== YOUR ASSIGNMENT ==
Within the data below, find the string "Francesco" and return each line where it occurs.

[SUPPLIED DATA]

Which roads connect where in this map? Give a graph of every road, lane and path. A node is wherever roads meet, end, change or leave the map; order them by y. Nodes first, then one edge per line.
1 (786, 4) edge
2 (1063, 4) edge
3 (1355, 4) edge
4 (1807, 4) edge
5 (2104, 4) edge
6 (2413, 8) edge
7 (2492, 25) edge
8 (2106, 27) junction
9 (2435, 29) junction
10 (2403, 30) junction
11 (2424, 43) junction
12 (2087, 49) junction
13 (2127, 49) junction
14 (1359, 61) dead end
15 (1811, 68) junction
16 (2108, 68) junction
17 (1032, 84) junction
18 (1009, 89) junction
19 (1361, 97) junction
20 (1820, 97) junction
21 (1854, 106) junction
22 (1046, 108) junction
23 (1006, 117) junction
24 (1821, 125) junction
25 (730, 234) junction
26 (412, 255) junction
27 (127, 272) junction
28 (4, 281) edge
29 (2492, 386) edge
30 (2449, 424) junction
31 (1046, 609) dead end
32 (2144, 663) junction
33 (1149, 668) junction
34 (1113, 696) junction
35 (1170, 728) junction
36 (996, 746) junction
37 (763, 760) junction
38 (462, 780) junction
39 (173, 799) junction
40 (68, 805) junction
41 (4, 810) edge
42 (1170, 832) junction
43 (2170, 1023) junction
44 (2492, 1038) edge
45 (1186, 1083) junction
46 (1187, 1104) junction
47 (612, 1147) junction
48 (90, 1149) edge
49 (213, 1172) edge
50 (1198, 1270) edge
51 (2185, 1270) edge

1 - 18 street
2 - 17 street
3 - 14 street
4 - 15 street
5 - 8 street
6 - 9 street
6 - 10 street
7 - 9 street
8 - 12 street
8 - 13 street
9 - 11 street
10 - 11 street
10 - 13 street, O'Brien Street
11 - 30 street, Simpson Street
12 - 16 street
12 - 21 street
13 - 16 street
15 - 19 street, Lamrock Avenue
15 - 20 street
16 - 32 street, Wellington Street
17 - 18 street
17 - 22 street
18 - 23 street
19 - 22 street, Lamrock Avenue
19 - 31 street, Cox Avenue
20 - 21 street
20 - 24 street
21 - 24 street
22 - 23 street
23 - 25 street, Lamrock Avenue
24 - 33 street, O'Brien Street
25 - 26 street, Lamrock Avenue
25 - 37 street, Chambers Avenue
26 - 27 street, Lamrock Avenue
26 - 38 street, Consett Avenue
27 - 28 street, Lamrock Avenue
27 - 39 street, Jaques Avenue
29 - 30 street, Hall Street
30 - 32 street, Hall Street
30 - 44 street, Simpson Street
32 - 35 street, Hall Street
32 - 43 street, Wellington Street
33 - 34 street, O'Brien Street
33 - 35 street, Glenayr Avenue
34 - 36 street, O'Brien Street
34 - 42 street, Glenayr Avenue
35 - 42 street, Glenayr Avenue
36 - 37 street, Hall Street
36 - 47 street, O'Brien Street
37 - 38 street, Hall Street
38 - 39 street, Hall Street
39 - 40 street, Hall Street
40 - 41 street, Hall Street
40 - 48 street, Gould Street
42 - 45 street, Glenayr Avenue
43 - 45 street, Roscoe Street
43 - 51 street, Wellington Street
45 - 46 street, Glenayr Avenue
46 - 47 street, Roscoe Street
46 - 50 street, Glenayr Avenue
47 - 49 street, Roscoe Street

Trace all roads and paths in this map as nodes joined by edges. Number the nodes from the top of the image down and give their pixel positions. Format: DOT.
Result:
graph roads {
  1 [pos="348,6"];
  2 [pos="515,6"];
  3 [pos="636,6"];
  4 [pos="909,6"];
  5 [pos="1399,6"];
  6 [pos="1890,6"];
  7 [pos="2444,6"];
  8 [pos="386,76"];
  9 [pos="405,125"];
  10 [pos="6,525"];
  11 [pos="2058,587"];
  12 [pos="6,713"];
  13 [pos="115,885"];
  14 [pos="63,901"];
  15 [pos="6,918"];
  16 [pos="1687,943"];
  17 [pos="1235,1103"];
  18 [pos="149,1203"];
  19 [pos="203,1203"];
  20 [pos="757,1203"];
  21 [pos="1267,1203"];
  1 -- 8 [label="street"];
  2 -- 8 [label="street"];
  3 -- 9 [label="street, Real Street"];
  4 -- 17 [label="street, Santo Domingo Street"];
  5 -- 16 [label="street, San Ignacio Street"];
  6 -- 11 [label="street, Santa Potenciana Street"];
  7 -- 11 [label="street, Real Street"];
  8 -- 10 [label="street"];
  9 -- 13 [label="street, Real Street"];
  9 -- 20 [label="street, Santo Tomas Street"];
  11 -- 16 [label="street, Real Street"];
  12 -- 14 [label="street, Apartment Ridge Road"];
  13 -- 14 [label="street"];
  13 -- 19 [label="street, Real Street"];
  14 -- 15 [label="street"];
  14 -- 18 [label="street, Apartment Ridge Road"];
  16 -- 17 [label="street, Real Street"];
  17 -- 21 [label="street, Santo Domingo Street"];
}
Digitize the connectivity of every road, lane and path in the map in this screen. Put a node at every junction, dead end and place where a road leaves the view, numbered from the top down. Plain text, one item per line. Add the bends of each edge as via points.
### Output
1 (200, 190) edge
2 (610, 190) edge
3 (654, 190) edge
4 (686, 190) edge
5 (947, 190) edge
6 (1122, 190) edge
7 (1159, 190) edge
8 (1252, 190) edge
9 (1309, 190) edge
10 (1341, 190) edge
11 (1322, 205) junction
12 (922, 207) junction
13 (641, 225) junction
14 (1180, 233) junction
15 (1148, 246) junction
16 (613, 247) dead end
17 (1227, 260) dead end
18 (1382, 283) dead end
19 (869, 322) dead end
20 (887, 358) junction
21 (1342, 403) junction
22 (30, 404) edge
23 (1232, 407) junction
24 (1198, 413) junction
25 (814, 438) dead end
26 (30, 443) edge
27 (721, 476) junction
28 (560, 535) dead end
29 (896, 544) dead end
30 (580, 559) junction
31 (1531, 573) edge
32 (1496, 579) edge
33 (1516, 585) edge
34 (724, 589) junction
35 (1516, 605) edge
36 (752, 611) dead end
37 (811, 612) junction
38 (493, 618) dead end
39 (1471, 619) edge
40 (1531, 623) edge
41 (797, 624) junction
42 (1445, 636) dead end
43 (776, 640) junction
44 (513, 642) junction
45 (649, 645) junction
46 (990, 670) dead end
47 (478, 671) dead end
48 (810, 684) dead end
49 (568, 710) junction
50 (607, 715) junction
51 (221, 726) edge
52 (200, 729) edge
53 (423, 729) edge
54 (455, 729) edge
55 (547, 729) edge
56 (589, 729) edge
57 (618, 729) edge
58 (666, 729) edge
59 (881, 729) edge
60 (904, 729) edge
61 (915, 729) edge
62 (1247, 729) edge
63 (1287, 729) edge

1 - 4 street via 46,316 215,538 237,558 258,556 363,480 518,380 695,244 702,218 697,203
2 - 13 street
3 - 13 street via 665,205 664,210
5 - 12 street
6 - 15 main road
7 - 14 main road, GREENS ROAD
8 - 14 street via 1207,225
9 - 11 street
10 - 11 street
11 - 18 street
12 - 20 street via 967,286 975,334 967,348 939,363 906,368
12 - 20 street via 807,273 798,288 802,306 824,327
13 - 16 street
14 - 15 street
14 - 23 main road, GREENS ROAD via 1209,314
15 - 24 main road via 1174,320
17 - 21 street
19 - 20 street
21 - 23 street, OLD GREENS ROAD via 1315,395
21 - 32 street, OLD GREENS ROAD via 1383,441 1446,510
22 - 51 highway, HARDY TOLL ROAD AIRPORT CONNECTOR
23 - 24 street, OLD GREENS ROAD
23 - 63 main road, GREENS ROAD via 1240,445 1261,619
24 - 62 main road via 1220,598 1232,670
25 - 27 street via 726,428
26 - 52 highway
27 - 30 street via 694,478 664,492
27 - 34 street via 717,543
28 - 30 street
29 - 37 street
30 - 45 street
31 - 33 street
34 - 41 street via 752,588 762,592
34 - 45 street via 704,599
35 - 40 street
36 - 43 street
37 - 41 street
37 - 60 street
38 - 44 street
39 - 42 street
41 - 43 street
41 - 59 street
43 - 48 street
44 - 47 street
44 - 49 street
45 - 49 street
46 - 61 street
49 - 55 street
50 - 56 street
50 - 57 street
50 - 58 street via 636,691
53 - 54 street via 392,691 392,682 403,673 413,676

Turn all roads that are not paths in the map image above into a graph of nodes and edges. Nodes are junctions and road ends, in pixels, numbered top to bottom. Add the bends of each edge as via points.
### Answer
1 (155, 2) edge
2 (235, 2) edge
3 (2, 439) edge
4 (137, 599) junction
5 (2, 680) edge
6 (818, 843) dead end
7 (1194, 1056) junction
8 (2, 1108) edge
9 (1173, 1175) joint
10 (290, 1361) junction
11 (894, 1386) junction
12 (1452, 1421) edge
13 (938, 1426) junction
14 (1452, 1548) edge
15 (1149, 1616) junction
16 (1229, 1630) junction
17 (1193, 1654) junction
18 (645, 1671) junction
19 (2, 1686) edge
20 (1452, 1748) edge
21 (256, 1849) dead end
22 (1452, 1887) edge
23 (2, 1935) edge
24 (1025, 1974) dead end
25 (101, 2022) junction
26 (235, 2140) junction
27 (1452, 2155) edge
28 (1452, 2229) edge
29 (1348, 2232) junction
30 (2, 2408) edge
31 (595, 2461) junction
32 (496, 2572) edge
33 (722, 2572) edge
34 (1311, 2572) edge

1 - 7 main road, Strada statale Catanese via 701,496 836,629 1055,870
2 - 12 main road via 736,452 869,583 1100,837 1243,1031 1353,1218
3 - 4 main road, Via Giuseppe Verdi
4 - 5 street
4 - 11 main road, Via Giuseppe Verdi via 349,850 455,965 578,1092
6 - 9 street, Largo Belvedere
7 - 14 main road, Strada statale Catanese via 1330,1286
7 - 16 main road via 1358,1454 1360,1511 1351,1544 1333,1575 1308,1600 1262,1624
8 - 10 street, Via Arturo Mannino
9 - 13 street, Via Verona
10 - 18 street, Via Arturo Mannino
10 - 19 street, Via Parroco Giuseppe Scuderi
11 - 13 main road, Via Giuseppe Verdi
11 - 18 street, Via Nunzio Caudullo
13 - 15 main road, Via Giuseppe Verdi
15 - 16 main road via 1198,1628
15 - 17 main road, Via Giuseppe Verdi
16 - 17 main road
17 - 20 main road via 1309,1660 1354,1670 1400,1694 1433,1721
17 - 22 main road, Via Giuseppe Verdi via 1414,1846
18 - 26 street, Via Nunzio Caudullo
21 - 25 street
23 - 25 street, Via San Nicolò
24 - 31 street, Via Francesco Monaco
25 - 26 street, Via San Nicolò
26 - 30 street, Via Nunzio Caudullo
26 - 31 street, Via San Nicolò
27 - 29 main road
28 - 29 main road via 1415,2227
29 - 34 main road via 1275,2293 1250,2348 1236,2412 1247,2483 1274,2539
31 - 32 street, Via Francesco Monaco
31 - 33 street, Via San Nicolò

[/SUPPLIED DATA]

== TASK SOLUTION ==
24 - 31 street, Via Francesco Monaco
31 - 32 street, Via Francesco Monaco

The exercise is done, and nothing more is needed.